Le 14 février 2008, Carlos Ghosn, Président de Renault, présente les résultats financiers 2007. © RenaultRenault cherche t-il à se débarrasser de ses salariés handicapés? La CGT du groupe affirme en tout cas avoir relevé de nombreux cas de licenciements, au mépris selon elle des règles du maintien dans l'emploi et de l'adaptation des postes pour ces personnels imposées par le code du travail et des engagement pris par Renault.
Le syndicat présente le cas "emblématique" de Fatima Nieng, une mère de cinq enfants de 39 ans, embauchée à Flins (Yvelines) en février 2004, qui a affirmé que sa direction avait tout fait pour l'éloigner de l'entreprise après une chute, en juin 2004, provoquée par un malaise dans l'usine.
Opérée du genou, Mme Nieng ne peut plus "travailler debout huit heures par jour". Son malaise n'est pas considéré comme un accident du travail. "A chaque rendez-vous, le médecin du travail me disait qu'il était préférable de rester chez moi, à m'occuper de mes enfants. Cela a duré trois ans", a-t-elle témoigné. "Quand je suis revenue à l'usine, on m'a mise en bout de chaîne, assise huit heures par jour. J'avais pour ordre de ne pas bouger", a-t-elle poursuivi.
7,2% de salariés handicapés chez Renault
Selon son récit, le 11 juin 2007, son badge est désactivé et elle ne peut plus accéder à l'entreprise, une information démentie par Renault auprès de LCI.fr. "On m'a expliqué que j'étais dispensée de venir travailler et qu'on me cherchait un poste de reclassement", ajoute l'employée du groupe. Jusqu'au 31 janvier 2008, où elle a reçu un préavis de licenciement de deux mois, pour inaptitude.
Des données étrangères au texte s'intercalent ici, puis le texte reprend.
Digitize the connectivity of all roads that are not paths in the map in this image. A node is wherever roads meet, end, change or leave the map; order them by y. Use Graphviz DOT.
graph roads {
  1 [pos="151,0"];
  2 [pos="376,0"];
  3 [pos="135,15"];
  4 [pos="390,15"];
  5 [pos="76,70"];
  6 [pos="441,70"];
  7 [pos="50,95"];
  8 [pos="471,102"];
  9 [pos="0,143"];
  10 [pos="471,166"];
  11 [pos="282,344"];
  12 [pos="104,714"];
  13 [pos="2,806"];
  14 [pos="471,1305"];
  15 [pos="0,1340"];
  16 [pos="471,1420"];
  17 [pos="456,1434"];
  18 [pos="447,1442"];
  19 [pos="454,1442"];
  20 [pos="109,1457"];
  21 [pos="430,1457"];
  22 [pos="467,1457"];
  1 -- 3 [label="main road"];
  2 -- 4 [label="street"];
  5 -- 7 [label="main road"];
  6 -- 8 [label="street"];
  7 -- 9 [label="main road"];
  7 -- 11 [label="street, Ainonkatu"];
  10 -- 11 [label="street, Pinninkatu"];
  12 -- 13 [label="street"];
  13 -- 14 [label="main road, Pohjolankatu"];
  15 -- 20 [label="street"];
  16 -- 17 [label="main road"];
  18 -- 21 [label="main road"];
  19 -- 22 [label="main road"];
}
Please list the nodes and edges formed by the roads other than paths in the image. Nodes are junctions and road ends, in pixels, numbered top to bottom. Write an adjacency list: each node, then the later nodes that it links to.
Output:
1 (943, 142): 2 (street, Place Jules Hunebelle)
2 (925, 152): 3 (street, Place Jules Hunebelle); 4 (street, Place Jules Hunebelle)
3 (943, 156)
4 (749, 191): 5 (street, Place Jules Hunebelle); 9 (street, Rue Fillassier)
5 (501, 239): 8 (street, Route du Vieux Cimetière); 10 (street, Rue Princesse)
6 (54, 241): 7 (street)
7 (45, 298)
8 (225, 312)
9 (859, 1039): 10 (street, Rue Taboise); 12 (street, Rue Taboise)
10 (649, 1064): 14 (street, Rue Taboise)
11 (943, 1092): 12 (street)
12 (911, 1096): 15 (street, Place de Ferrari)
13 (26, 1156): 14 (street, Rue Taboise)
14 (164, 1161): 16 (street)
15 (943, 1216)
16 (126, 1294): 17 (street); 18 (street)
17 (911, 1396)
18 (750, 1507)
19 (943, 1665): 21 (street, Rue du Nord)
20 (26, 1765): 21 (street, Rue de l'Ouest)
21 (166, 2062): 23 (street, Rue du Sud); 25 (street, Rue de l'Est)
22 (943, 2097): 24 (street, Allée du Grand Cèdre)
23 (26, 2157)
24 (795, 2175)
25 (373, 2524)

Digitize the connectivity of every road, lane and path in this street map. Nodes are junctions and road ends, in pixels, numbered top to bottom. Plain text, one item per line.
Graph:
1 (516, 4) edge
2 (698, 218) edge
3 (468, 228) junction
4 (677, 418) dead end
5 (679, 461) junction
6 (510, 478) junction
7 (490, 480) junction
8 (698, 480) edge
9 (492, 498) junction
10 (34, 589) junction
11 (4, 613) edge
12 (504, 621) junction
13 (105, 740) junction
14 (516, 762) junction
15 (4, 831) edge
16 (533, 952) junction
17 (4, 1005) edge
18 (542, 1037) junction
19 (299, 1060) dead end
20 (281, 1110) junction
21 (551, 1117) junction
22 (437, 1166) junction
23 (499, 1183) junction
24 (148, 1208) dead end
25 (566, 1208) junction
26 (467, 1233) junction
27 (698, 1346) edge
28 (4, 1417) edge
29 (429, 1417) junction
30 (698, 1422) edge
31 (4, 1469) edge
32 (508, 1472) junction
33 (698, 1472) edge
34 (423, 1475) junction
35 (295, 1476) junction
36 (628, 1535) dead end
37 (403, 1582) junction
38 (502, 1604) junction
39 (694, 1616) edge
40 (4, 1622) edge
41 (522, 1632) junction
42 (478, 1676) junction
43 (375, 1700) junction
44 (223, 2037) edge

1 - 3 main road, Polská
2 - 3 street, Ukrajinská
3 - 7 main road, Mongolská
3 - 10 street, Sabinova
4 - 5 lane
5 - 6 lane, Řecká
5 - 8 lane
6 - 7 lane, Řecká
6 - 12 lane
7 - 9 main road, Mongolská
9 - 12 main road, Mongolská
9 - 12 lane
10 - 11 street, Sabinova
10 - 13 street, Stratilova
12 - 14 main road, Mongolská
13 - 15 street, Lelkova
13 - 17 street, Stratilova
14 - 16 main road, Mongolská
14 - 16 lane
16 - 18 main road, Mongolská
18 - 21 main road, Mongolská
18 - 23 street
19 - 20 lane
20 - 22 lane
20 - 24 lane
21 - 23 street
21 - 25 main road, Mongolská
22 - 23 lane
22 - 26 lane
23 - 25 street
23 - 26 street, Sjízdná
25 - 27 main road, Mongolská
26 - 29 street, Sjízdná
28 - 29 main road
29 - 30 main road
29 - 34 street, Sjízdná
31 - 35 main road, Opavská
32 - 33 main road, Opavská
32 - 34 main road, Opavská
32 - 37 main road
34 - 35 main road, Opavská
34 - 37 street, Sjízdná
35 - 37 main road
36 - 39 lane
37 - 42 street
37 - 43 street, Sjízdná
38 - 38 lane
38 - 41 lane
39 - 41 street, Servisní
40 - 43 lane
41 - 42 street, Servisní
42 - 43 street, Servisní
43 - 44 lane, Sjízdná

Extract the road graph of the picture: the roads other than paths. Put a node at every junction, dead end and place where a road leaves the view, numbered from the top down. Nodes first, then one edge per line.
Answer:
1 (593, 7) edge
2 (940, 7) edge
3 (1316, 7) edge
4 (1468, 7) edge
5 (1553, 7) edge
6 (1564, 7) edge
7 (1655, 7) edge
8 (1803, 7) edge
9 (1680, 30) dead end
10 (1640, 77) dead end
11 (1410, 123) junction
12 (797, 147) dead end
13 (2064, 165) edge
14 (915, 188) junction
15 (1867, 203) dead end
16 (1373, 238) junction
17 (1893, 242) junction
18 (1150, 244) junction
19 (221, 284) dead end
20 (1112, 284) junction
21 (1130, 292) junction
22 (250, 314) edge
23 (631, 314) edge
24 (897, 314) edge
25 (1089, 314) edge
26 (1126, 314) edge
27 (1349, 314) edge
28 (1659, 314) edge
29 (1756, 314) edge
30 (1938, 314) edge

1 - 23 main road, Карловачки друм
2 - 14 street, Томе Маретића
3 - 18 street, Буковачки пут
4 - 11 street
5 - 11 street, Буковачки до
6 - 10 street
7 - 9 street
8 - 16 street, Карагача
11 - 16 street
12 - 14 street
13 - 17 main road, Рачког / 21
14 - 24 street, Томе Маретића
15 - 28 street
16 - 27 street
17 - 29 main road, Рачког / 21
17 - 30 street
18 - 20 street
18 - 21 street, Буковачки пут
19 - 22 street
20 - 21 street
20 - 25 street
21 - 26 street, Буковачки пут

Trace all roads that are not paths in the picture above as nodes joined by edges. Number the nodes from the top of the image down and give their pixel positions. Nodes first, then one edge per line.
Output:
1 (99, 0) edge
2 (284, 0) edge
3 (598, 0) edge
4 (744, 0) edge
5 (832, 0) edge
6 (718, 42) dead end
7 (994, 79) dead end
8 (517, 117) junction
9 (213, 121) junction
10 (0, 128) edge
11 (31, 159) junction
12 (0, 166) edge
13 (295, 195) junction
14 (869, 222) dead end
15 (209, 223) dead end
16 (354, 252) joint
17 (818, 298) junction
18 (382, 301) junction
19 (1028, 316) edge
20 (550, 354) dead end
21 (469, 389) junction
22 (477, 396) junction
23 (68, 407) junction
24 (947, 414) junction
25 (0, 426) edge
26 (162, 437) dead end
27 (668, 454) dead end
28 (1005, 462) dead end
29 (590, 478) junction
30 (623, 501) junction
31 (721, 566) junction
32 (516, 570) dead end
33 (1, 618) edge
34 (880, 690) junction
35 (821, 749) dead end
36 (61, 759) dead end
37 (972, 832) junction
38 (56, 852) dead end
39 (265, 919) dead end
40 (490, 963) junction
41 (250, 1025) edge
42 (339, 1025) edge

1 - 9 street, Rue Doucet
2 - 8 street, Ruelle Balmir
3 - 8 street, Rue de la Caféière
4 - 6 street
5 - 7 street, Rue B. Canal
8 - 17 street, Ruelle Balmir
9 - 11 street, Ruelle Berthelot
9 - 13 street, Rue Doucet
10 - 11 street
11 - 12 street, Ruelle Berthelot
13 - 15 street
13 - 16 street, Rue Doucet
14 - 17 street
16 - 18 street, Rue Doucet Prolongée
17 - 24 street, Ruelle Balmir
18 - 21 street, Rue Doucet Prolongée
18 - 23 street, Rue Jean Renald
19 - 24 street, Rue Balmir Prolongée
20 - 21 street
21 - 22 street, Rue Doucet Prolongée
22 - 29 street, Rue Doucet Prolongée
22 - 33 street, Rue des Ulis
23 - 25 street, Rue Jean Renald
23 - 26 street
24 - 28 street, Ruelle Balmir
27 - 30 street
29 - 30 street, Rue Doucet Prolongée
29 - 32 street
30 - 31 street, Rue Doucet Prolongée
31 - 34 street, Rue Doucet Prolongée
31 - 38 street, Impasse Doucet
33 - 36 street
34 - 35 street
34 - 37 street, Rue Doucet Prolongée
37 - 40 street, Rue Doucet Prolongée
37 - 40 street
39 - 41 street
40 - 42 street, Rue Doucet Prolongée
La salariée a saisi le tribunal des prud'hommes de Versailles pour contester son licenciement.
Selon une porte-parole du groupe contactée par LCI.fr, "Renault a tout mis en oeuvre avant d'arriver au licenciement de cette employée. Nous avons trouvé quarante postes compatibles avec son handicap mais aucun n'était libre. Nous ne l'avons donc licenciée pour inaptitude qu'en dernier recours après avoir cherché une solution sur les sites voisins". L'entreprise qui ne "comprend pas les accusations de la CGT" rappelle que le handicap de son employée "n'est pas lié à ses conditions de travail".
"Renault est un précurseur dans l'accueil des salariés handicapés, un accord a été signé des 1995", ajoute cette porte-parole."Au niveau du groupe, une personne se consacre entièrement à cette tache et sur chaque site, des correspondant veillent à son application". La part des salariés handicapés chez Renault est d'environ 7,2%, un taux supérieur aux 6% imposés par la loi, selon les chiffres du groupe. Sur le site de Flins, il dépasse même les 10%.